[SOURCE DATA — start]
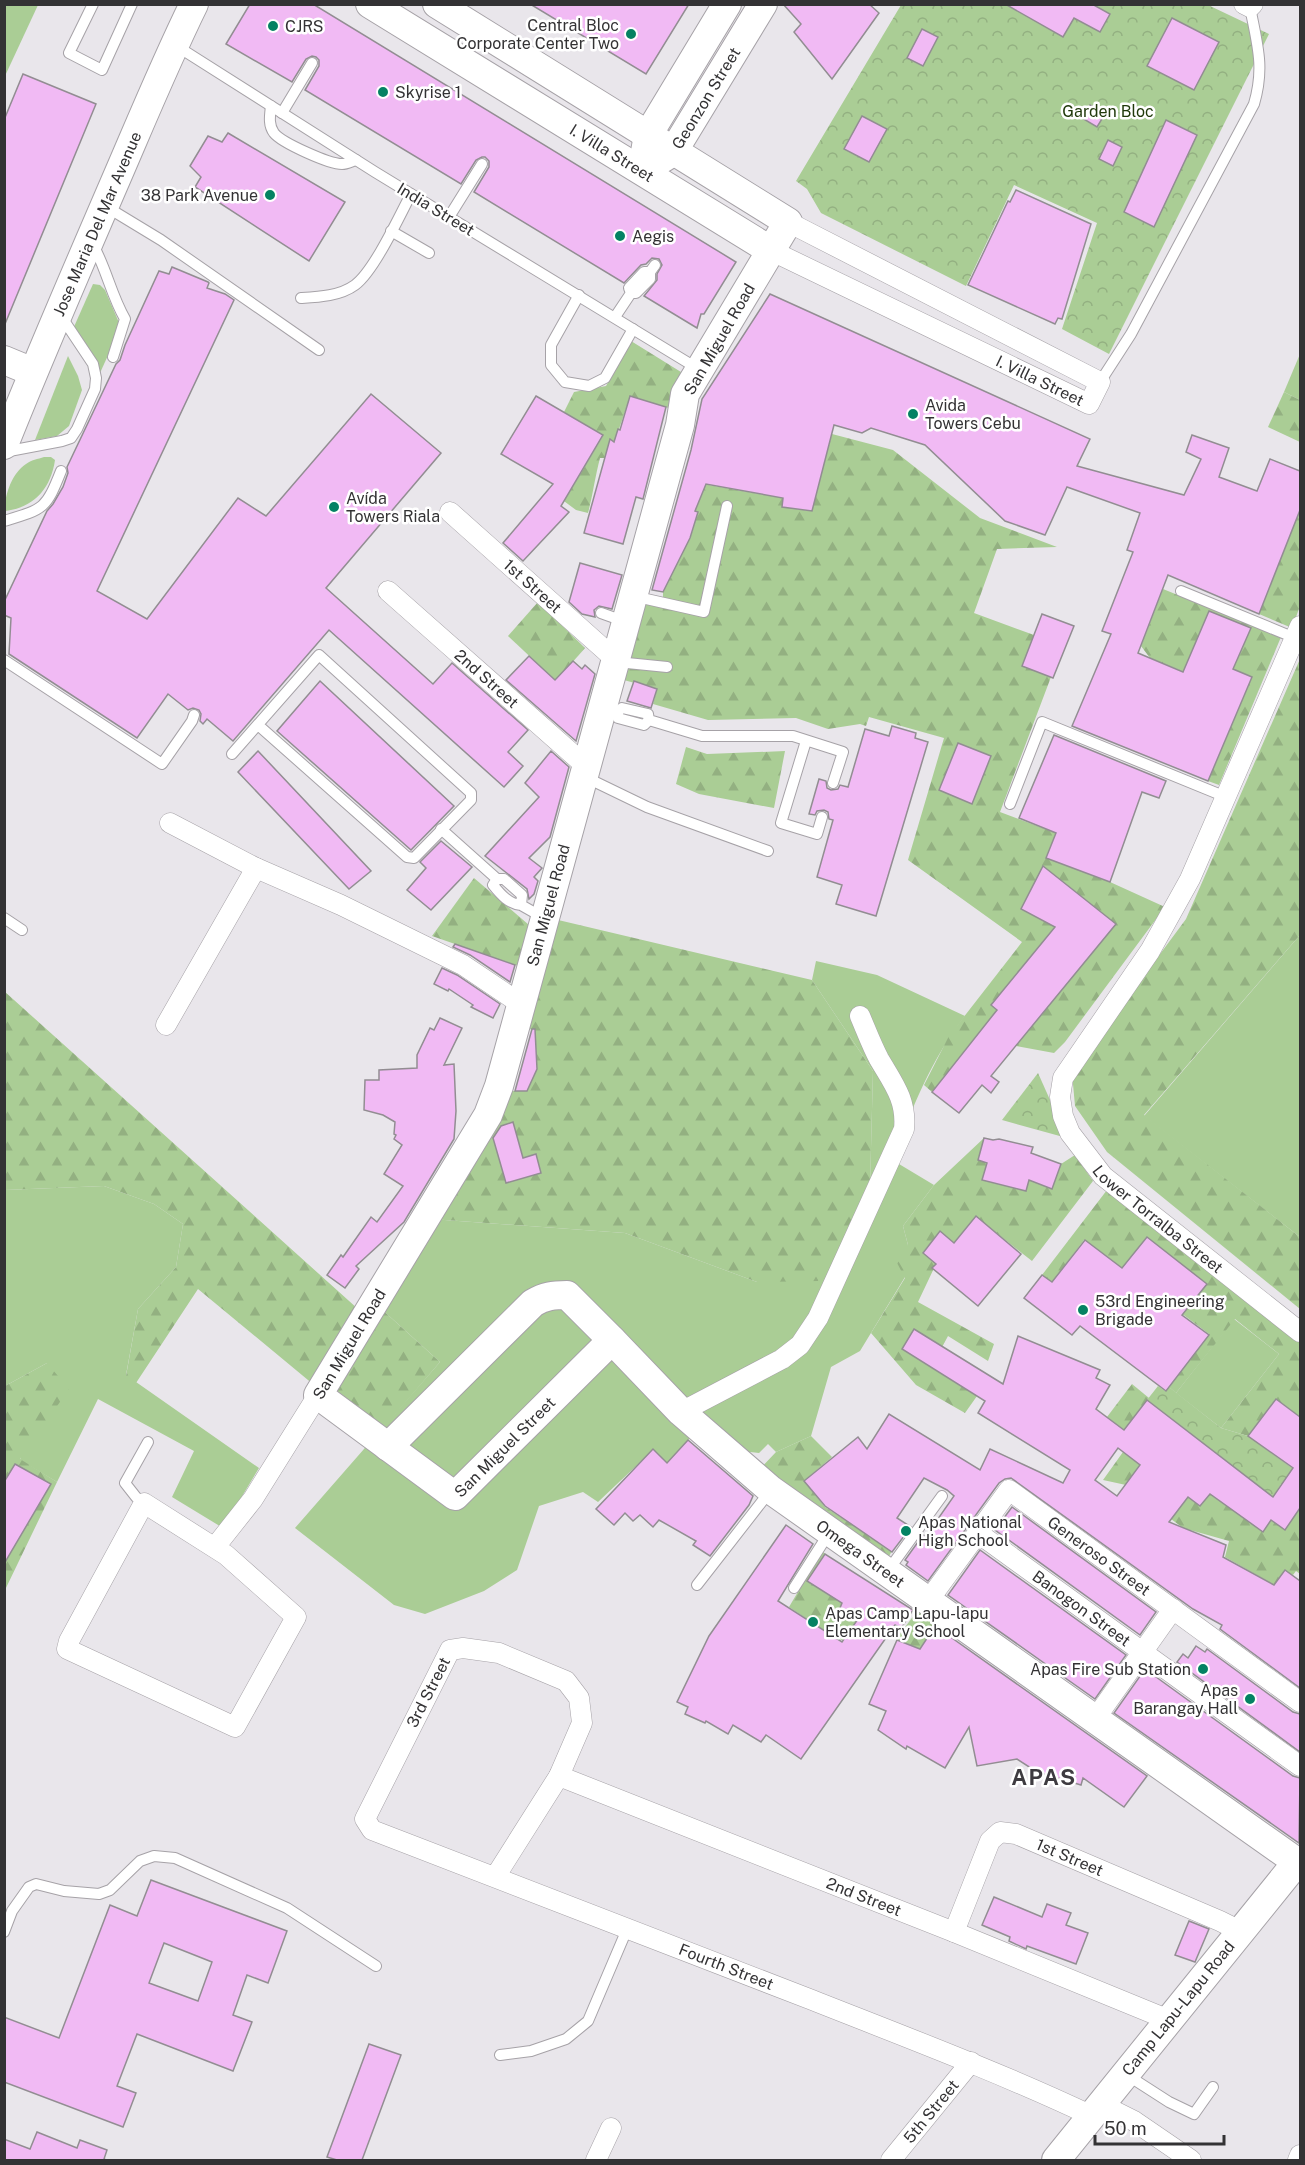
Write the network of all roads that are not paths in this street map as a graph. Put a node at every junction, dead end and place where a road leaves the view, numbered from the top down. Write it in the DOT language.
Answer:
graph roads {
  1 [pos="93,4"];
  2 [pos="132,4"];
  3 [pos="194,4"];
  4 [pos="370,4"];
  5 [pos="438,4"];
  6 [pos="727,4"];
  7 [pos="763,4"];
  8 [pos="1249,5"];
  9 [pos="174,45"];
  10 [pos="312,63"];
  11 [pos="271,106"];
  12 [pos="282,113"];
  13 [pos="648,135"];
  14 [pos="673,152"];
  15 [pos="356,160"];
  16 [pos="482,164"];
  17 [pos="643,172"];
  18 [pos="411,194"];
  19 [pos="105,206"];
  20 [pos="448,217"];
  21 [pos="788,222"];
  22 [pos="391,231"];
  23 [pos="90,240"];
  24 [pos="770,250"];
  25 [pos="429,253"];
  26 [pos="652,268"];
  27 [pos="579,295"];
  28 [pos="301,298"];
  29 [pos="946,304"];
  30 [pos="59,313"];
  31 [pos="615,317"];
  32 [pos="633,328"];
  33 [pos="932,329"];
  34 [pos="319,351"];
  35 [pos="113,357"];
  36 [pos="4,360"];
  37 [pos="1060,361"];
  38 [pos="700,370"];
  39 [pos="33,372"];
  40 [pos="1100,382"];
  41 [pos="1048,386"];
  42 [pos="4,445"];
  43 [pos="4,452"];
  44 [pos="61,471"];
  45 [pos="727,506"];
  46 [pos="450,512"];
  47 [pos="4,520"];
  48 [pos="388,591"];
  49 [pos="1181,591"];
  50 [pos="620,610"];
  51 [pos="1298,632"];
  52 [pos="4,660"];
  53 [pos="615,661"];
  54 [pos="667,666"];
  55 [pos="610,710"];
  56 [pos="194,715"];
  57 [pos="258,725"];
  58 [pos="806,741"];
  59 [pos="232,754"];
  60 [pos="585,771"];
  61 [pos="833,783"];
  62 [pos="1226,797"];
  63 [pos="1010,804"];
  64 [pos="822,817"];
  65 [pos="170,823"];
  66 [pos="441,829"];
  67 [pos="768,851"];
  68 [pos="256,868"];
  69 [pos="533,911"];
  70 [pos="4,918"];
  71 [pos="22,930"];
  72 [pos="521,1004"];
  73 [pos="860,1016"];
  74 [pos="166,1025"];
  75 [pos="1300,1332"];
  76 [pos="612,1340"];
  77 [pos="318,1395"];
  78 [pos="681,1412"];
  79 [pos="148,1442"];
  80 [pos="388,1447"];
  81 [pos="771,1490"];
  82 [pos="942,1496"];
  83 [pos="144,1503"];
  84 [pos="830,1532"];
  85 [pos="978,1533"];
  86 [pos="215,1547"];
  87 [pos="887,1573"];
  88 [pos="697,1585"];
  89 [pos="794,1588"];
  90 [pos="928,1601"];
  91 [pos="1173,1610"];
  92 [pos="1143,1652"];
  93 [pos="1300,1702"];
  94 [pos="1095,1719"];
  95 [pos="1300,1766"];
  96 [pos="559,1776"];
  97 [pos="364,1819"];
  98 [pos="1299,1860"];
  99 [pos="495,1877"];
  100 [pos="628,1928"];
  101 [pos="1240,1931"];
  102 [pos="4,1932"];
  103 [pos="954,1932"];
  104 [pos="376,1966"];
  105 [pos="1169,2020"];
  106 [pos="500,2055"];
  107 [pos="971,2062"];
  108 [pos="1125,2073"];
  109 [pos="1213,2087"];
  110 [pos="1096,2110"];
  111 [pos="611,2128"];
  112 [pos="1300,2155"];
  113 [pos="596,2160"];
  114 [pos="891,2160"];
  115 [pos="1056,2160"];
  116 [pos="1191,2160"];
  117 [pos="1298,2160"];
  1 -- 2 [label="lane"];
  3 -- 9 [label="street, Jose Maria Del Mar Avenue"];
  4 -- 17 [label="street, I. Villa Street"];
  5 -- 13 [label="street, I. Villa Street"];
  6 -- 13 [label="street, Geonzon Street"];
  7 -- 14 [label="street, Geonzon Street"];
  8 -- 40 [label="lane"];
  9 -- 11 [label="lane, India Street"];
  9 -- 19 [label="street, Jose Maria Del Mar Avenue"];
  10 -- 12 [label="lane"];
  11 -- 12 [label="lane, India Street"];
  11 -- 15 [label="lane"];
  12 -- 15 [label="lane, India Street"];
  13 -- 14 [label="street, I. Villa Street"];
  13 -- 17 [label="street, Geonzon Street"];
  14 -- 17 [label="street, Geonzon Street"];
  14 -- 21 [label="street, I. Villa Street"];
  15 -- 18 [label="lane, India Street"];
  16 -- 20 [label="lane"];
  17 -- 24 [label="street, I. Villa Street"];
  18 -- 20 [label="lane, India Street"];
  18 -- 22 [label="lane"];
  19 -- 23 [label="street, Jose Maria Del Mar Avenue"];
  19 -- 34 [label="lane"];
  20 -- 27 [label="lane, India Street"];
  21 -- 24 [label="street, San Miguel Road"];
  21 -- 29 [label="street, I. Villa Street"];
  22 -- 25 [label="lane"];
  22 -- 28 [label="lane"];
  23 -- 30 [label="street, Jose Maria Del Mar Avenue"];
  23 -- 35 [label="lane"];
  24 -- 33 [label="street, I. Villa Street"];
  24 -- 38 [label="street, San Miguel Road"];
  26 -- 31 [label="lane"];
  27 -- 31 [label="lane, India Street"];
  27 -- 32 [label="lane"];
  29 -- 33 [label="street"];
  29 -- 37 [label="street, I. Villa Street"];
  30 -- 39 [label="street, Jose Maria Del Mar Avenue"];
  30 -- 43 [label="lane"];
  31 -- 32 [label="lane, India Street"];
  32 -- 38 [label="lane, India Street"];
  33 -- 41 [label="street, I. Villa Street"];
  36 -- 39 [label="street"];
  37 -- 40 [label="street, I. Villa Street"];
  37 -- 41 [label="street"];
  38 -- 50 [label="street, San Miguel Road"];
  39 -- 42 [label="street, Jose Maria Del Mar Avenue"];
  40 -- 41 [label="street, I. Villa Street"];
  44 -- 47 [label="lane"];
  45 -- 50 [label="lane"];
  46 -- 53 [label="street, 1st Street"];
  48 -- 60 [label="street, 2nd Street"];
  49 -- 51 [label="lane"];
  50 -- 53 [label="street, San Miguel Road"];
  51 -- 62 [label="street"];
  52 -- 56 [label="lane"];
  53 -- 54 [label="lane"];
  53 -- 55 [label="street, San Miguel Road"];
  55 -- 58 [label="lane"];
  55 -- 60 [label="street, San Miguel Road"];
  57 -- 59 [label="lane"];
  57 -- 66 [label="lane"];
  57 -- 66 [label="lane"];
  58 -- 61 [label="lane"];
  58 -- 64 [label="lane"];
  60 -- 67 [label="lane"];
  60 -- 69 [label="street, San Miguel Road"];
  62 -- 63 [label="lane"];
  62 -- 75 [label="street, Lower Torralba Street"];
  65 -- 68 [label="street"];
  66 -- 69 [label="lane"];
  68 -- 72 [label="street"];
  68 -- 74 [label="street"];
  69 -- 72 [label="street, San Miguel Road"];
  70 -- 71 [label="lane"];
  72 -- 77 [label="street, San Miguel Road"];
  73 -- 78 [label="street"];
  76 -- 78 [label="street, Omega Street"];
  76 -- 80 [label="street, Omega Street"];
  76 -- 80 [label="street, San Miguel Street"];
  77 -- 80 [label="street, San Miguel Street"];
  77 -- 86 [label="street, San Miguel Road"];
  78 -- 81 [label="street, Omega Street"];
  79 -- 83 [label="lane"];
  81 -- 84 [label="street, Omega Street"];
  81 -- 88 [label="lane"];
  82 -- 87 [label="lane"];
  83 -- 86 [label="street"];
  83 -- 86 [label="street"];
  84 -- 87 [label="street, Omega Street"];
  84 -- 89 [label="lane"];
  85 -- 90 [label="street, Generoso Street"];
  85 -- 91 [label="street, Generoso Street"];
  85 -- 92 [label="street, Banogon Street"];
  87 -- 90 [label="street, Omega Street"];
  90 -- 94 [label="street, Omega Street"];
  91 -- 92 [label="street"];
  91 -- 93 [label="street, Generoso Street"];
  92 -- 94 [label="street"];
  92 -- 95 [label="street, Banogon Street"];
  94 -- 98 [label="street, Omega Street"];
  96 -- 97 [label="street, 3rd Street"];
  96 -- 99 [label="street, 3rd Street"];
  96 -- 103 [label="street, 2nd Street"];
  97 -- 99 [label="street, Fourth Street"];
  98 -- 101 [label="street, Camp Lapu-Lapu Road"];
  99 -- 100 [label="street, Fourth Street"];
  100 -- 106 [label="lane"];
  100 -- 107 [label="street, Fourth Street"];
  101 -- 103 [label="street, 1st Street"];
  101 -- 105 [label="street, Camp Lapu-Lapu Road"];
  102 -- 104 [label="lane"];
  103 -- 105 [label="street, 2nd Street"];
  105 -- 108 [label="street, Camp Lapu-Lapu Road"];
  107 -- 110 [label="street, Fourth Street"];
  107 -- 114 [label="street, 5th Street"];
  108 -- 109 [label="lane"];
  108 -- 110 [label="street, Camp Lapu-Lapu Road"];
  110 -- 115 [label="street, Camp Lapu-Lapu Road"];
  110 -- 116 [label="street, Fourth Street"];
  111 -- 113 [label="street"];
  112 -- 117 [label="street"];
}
[SOURCE DATA — finish]
Each line above with the string "India" should be reported in full.

  9 -- 11 [label="lane, India Street"];
  11 -- 12 [label="lane, India Street"];
  12 -- 15 [label="lane, India Street"];
  15 -- 18 [label="lane, India Street"];
  18 -- 20 [label="lane, India Street"];
  20 -- 27 [label="lane, India Street"];
  27 -- 31 [label="lane, India Street"];
  31 -- 32 [label="lane, India Street"];
  32 -- 38 [label="lane, India Street"];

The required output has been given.